The three largest glaciers in Greenland contributed around 8.1 mm to the rise in sea levels between 1880–2012 reports a paper in Nature Communications. The study suggests that under the current worst case scenario for global temperature rise by the end of the century (RCP 8.5), these glaciers could lose more ice than has previously been predicted.
Jakobshavn Isbræ, Kangerlussuaq Glacier and Helheim Glacier in Greenland, hold enough ice to raise sea levels by around 1.3 metres. Previous studies have estimated the ice loss from these glaciers since the 1970s, but changes which took place throughout the 19th and 20th centuries are poorly understood.
Shfaqat Abbas Khan and colleagues used historical photographs to calculate the amount of ice lost from these glaciers from 1880–2012. The authors estimate that Jakobshavn Isbræ lost a total mass of approximately 1,518 gigatonnes over this period, while Kangerlussuaq Glacier and Helheim Glacier lost 1,381 and 31 gigatonnes from 1900–2012, respectively. They calculate that this translates to an 8.1 mm rise in sea levels.

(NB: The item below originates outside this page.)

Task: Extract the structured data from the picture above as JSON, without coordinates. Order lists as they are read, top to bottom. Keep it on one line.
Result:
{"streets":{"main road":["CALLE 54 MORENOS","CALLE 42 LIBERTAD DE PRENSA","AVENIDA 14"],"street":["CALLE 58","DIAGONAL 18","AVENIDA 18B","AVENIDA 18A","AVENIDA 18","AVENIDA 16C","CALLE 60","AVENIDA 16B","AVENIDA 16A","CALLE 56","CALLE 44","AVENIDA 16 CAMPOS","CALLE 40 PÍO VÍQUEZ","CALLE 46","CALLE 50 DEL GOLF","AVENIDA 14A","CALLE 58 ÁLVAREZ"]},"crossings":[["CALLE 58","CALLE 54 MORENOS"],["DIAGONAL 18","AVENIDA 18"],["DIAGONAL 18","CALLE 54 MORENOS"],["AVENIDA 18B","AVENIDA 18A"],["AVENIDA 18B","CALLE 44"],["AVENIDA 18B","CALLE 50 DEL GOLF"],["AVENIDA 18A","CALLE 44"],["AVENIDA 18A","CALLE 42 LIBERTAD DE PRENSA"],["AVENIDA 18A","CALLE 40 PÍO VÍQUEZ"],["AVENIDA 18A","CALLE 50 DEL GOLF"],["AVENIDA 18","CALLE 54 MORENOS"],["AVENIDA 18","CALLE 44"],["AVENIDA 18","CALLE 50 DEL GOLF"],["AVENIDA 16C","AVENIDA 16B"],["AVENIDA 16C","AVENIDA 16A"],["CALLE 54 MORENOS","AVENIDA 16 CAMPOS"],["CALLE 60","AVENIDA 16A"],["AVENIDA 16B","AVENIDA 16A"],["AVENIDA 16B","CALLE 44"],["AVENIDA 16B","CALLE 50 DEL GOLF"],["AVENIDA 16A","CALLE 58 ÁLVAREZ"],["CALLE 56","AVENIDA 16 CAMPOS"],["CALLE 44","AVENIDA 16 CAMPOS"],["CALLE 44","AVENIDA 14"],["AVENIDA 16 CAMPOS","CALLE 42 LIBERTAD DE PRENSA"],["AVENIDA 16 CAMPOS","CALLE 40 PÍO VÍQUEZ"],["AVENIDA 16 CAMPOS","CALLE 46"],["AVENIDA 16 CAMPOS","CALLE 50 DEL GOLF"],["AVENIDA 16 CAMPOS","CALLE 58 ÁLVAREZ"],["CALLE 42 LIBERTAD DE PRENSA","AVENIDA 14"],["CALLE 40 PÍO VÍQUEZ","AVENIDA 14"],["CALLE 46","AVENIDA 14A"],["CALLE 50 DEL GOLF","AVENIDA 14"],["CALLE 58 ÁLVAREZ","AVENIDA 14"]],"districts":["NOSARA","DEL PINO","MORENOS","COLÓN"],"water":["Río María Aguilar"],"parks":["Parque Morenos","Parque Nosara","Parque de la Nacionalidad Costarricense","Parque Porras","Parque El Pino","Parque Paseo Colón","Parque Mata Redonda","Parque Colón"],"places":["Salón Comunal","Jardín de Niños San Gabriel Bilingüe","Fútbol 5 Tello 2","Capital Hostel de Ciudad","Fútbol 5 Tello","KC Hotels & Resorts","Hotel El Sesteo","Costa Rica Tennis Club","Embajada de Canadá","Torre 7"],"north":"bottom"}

Under RCP 8.5, models suggest that the mass loss from these three glaciers could contribute 9.1–14.9 mm to sea level rise by 2100. However, with global temperatures predicted to rise by an additional 3.7 °C by 2100 under RCP 8.5, approximately four times larger than that which has taken place since 1880, the authors suggest that the ice loss from the three glaciers could exceed current projections for this scenario.